DATA FOR THE TASK Block Start

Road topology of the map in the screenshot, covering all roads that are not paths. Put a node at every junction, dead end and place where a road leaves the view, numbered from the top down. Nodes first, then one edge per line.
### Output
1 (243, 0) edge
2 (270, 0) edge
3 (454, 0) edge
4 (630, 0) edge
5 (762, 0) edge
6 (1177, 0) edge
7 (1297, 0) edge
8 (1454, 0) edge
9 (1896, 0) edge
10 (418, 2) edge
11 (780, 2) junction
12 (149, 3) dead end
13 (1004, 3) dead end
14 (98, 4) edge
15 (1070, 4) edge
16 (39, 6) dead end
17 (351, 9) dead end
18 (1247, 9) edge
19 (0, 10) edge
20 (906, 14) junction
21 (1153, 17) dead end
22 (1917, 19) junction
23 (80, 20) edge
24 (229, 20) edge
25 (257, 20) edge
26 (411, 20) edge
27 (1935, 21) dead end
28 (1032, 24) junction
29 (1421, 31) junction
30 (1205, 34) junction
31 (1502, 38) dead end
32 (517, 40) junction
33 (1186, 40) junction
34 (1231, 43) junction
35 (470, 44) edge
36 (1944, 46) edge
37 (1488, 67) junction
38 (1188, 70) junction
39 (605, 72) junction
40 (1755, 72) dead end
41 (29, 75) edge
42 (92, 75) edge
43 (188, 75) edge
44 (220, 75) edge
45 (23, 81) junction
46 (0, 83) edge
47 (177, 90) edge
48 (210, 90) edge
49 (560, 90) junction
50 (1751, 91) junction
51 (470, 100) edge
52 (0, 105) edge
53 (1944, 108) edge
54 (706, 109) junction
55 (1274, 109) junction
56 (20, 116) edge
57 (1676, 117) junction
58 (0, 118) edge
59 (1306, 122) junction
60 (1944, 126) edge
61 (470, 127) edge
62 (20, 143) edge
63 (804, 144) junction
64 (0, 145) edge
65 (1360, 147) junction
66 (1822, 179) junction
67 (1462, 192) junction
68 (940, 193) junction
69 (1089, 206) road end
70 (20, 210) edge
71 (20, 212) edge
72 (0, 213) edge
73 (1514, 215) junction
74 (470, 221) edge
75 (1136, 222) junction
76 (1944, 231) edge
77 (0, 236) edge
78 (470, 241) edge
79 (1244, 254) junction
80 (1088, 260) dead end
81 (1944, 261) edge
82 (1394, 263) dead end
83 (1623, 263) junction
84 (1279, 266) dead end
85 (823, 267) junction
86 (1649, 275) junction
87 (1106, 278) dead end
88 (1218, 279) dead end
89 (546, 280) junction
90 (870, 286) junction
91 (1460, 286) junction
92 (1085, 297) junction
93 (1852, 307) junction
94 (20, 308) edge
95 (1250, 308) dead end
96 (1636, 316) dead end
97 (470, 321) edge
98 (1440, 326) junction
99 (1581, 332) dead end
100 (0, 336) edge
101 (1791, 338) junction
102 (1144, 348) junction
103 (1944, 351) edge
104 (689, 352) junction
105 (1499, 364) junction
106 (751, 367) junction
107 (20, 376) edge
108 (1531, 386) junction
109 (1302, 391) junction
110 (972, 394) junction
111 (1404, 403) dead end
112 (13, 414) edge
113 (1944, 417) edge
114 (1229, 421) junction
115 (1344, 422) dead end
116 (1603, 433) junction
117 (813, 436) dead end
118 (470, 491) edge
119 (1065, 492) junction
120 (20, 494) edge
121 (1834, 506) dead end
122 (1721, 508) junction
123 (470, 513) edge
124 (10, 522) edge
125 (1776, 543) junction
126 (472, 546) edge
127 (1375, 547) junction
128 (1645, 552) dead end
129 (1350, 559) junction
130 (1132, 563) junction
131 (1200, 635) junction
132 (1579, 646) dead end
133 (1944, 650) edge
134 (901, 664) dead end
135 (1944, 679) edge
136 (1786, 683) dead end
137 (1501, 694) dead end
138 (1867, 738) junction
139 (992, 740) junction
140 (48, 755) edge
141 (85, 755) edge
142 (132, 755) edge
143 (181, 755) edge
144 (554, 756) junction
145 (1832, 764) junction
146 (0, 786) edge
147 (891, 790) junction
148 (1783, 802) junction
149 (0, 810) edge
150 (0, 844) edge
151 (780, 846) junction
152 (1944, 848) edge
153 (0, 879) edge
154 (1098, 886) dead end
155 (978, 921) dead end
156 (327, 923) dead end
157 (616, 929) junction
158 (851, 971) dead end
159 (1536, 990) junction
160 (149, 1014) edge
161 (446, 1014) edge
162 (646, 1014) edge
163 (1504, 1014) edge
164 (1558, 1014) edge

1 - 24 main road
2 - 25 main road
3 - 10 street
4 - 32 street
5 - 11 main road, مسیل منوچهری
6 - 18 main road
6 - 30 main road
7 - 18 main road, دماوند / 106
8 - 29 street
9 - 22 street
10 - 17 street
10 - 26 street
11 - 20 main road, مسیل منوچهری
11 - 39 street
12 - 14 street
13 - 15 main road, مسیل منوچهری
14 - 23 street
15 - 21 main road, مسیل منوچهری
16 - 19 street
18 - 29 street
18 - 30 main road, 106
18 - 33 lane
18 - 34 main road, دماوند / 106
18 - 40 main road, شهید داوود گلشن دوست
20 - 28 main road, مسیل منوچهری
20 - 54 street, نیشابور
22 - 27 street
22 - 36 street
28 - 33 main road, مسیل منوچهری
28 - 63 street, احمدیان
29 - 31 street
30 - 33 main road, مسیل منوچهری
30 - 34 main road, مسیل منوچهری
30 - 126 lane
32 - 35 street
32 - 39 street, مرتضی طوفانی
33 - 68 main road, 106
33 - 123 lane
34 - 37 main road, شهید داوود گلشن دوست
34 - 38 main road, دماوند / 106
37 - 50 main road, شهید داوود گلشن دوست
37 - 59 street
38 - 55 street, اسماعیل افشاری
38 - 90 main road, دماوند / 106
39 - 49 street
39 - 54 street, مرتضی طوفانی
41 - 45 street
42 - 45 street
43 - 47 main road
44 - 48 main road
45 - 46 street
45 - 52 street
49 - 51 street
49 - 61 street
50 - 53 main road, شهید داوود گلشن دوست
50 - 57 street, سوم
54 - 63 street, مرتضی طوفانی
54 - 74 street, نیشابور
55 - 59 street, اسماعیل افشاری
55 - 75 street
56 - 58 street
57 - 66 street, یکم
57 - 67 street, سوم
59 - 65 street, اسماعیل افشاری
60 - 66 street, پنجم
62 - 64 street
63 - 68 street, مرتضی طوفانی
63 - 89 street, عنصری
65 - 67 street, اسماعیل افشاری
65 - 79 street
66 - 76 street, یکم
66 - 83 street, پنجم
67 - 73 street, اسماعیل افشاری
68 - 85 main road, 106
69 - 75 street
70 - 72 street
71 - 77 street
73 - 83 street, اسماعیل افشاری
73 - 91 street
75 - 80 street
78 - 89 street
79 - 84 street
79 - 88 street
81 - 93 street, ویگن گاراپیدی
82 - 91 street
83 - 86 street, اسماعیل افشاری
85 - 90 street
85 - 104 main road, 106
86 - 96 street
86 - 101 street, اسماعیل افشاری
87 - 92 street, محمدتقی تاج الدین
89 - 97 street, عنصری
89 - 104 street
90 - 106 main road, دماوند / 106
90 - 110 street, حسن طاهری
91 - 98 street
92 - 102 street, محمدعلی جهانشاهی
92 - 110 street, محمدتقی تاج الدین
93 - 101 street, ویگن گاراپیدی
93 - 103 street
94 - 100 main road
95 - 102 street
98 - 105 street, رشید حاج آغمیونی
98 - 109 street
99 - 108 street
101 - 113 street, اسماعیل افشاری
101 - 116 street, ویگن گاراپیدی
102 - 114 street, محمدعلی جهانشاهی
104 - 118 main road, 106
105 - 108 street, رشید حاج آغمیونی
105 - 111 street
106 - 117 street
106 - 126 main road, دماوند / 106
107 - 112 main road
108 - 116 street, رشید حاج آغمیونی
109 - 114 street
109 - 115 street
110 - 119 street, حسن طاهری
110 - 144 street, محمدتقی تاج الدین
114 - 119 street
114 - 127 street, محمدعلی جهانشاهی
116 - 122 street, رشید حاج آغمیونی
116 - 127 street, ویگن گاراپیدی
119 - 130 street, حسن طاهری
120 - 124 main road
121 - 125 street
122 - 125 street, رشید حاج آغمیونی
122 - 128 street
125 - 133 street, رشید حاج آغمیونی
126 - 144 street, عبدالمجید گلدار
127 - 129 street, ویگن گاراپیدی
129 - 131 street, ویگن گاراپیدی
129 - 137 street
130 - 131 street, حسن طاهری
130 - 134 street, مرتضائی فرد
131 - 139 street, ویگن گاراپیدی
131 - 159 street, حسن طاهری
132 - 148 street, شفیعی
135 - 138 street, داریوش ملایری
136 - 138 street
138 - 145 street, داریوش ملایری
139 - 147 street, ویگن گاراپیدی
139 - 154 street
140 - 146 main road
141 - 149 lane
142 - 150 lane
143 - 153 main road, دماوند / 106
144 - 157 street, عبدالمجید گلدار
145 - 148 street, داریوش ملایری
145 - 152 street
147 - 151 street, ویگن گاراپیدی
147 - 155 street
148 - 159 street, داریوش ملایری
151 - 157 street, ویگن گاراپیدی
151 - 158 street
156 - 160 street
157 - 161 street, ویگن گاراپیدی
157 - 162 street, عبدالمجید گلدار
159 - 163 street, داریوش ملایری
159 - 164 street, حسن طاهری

DATA FOR THE TASK Block End

GOAL OF THE EXERCISE: Work out how many lines above contain "افشاری"; write only the number.

TASK SOLUTION: 9